Local non-profits benefited from generous donors, old and new, who stepped up to support them during this unprecedented time. But Aspire’s “Business Recovery Series” highlighted core operational shifts that helped businesses and non-profits of all sizes survive and reopen. Indeed, local non-profits responded to the pandemic in nearly identical ways as for-profit businesses; they embraced technology, tried to avoid layoffs, and discovered permanent improvements because of crisis mitigation strategies.

As the economy reopens and moves toward recovery, Aspire encourages business leaders to take note of the lessons learned during this “Business Recovery” article series:

  • Ingenuity and innovation – develop new ways to deliver existing services and even identify new revenue opportunities.
  • Agility and flexibility – be willing and able to shift and change.
  • Cash management – develop an emergency cash reserve for the unexpected and carefully manage overhead in lean times.
  • Embrace and implement technology – into processes, services, and procedures.
  • Resourceful – seek out and humbly accept private and public sector resources available.
  • People first – focus on clients, employees, key vendors, and community partners.

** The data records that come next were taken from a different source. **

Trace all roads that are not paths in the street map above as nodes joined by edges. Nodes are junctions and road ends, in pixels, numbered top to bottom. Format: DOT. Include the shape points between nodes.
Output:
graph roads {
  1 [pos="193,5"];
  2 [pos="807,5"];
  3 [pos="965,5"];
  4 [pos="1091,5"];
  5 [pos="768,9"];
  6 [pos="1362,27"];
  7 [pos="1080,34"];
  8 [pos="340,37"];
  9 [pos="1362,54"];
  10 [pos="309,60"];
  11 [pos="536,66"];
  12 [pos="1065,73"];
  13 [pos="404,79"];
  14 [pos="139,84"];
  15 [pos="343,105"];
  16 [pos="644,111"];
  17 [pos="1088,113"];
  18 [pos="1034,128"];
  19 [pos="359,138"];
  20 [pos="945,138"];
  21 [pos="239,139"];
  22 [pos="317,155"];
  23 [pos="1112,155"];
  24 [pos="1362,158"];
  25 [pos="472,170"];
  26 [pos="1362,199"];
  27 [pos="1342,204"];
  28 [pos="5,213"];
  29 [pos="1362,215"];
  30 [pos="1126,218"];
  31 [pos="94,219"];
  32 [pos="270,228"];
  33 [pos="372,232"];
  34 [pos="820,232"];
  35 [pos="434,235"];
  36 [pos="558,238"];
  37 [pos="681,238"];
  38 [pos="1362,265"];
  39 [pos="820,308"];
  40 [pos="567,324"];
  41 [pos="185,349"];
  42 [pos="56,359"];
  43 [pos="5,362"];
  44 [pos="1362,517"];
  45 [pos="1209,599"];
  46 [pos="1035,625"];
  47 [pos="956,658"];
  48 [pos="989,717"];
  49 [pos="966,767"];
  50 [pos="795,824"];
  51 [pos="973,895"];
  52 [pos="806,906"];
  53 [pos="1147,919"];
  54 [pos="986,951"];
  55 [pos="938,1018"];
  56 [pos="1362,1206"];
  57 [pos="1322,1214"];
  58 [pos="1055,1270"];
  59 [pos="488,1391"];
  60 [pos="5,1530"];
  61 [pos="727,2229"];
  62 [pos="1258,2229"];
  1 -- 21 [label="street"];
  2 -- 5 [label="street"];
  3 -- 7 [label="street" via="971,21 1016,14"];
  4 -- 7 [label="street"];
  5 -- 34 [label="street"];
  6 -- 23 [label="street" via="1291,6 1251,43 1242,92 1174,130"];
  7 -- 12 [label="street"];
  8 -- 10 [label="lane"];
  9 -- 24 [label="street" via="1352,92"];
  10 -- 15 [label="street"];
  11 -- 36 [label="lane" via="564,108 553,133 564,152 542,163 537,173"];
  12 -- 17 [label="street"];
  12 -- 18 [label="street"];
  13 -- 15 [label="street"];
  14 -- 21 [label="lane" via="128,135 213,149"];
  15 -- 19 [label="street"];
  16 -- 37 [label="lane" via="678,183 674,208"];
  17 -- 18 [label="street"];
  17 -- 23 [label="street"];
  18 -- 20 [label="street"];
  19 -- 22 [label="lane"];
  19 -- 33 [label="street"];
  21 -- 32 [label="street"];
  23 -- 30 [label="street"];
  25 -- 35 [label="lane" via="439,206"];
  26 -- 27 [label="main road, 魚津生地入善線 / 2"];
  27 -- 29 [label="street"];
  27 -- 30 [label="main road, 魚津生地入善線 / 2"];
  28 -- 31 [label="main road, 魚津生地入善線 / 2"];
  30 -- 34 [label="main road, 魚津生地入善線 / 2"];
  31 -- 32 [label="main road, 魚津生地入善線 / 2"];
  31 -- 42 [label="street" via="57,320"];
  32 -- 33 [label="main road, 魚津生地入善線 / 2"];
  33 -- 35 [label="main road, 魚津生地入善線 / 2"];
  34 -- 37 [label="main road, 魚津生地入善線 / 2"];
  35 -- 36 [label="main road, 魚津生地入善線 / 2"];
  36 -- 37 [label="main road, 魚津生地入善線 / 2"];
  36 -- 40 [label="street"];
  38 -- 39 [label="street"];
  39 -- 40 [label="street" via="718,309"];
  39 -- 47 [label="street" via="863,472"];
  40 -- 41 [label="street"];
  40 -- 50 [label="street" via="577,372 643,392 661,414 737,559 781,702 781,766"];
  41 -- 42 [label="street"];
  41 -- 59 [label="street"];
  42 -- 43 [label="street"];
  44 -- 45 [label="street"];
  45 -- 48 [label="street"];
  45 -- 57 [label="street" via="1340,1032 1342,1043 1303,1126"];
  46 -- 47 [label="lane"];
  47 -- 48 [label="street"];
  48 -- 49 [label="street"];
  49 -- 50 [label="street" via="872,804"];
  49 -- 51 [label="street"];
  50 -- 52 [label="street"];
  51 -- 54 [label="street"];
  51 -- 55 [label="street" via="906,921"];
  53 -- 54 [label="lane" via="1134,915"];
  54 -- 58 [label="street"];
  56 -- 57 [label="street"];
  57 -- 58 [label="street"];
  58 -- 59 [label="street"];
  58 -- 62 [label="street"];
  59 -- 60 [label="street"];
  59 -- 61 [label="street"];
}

These lessons helped our featured businesses through the pandemic. But the leaders we spoke with didn’t develop these skills in March 2020. Successful business leaders rely on these skills to run an organization in all types of economies. The COVID-19 pandemic just caused business leaders to heavily lean on each of these, all at once.

Aspire honors all local business and non-profit leaders for their strength, endurance, and success in 2020 and 2021.